加齢黄斑変性などで障害される網膜色素上皮細胞は,貪色作用を持つ特殊な網膜細胞であり,神経細胞ではなく上皮様の性質を持つ。網膜色素上皮細胞移植ではシナプスを形成する必要はないので,貪色作用,物質輸送や網膜血管バリアとしての働きなどを持つ細胞を挿入し,それがうまく生着すれば移植治療となる。貪色作用を持つ色素上皮細胞はヒト胎児網膜色素上皮細胞,本人の虹彩色素上皮細胞,ES細胞由来網膜色素上皮細胞(現在はサル)と候補は揃っており,働きも確認済みなので表1の(1)(2)(3)(4)はクリアされており,(5)の途中である。細胞の移植法(6)は改良を加えるだけなので,拒絶反応の問題(7)をクリアすれば臨床応用可能と思われる。

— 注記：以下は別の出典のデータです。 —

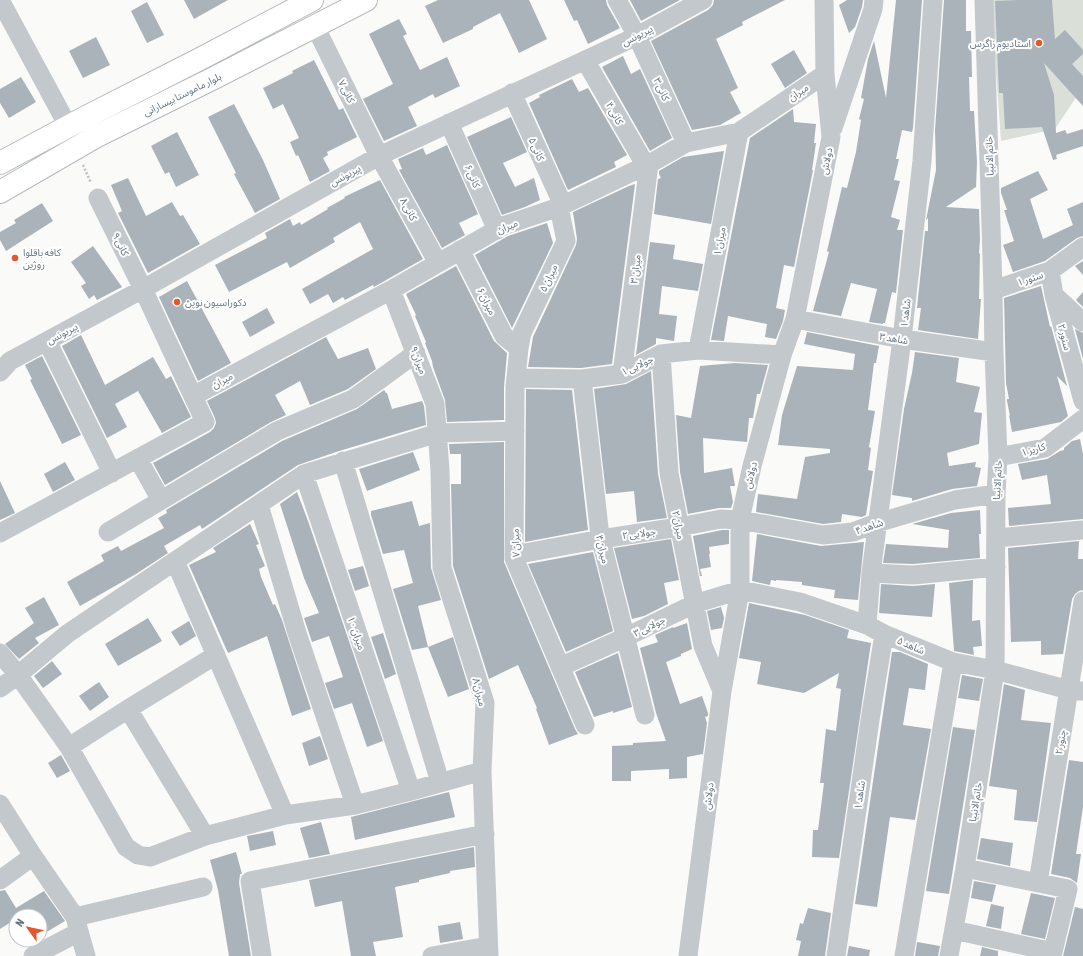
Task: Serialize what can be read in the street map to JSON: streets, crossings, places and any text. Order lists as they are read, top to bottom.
{
  "streets": {
    "main road": ["بلوار ماموستا بیسارانی"],
    "street": [
      "پیریونس",
      "کانی ۳",
      "کانی ۷",
      "میران",
      "کانی ۴",
      "کانی ۵",
      "خاتم الانبیا",
      "دولاش",
      "کانی ۶",
      "کانی ۸",
      "میران ۱",
      "کانی ۹",
      "میران ۳",
      "میران ۵",
      "سنور ۱",
      "میران ۶",
      "شاهد ۱",
      "سنور ۲",
      "شاهد ۳",
      "میران ۹",
      "جولایی ۱",
      "کاریز ۱",
      "میران ۲",
      "شاهد ۴",
      "جولایی ۲",
      "میران ۷",
      "میران ۴",
      "جولایی ۳",
      "میران ۱۰",
      "شاهد ۵",
      "میران ۸",
      "چنور ۲"
    ]
  },
  "crossings": [
    ["پیریونس", "کانی ۳"],
    ["پیریونس", "کانی ۷"],
    ["پیریونس", "کانی ۴"],
    ["پیریونس", "کانی ۵"],
    ["پیریونس", "کانی ۶"],
    ["پیریونس", "کانی ۸"],
    ["پیریونس", "کانی ۹"],
    ["کانی ۳", "میران"],
    ["کانی ۷", "بلوار ماموستا بیسارانی"],
    ["کانی ۷", "کانی ۸"],
    ["میران", "کانی ۴"],
    ["میران", "کانی ۵"],
    ["میران", "دولاش"],
    ["میران", "کانی ۶"],
    ["میران", "کانی ۸"],
    ["میران", "میران ۱"],
    ["میران", "کانی ۹"],
    ["میران", "میران ۳"],
    ["میران", "میران ۵"],
    ["میران", "میران ۶"],
    ["میران", "میران ۹"],
    ["کانی ۴", "میران ۳"],
    ["کانی ۵", "میران ۵"],
    ["خاتم الانبیا", "سنور ۱"],
    ["خاتم الانبیا", "شاهد ۳"],
    ["خاتم الانبیا", "کاریز ۱"],
    ["خاتم الانبیا", "شاهد ۴"],
    ["خاتم الانبیا", "شاهد ۵"],
    ["دولاش", "شاهد ۳"],
    ["دولاش", "جولایی ۱"],
    ["دولاش", "میران ۲"],
    ["دولاش", "شاهد ۴"],
    ["دولاش", "جولایی ۲"],
    ["دولاش", "جولایی ۳"],
    ["دولاش", "شاهد ۵"],
    ["میران ۱", "جولایی ۱"],
    ["میران ۳", "جولایی ۱"],
    ["میران ۵", "میران ۶"],
    ["میران ۵", "میران ۷"],
    ["سنور ۱", "سنور ۲"],
    ["میران ۶", "میران ۷"],
    ["شاهد ۱", "شاهد ۳"],
    ["شاهد ۱", "شاهد ۴"],
    ["شاهد ۱", "شاهد ۵"],
    ["میران ۹", "میران ۸"],
    ["جولایی ۱", "میران ۲"],
    ["جولایی ۱", "میران ۷"],
    ["جولایی ۱", "میران ۴"],
    ["میران ۲", "جولایی ۲"],
    ["میران ۲", "جولایی ۳"],
    ["شاهد ۴", "جولایی ۲"],
    ["جولایی ۲", "میران ۷"],
    ["جولایی ۲", "میران ۴"],
    ["میران ۷", "جولایی ۳"],
    ["میران ۴", "جولایی ۳"],
    ["جولایی ۳", "شاهد ۵"],
    ["شاهد ۵", "چنور ۲"]
  ],
  "places": ["استادیوم زاگرس", "کافه باقلوا روژین", "دکوراسیون نوین"],
  "north": "top left"
}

一方,網膜色素変性や網膜剥離などで障害される網膜視細胞は,光を受容する特殊な神経細胞である。ヒト胎児網膜細胞移植によって拒絶反応が少ないことは判明しているが,視細胞を大量に得ることが難しい。何とか(1)の特有の細胞を得ることはでき,(2)の生着までは達成されたが,(3)のシナプスを形成するという保証は未だなく,(4)正しい働きをするためには視細胞の方向性も問題となってくる。つまり(1)(2)がクリアされただけで,これから難しい部分である(3)(4)(5)が残っている。移植が効果を示すためにはまだ遠いと言える。ただし,そこまで来れば(6)(7)は容易である。

今後の方向性
網膜色素上皮細胞移植は,細胞シートの開発と移植法の改良(すでに移植法はあるので)が今後の課題であろう。視細胞移植に関しては当面のゴールは失明状態の目に光を感じさせる(視細胞が何らかの細胞とシナプスを形成し,とにかく光刺激を中枢まで神経信号として伝える)ということと考えている。視細胞の配列方向や正しいシナプス形成,つまり視機能の向上はその後の問題である。さらに,神経幹細胞の移植にはドラッグデリバリー的効果もあり,視細胞の変性を遅延させるなどの効果は,容易に達成されるかもしれない。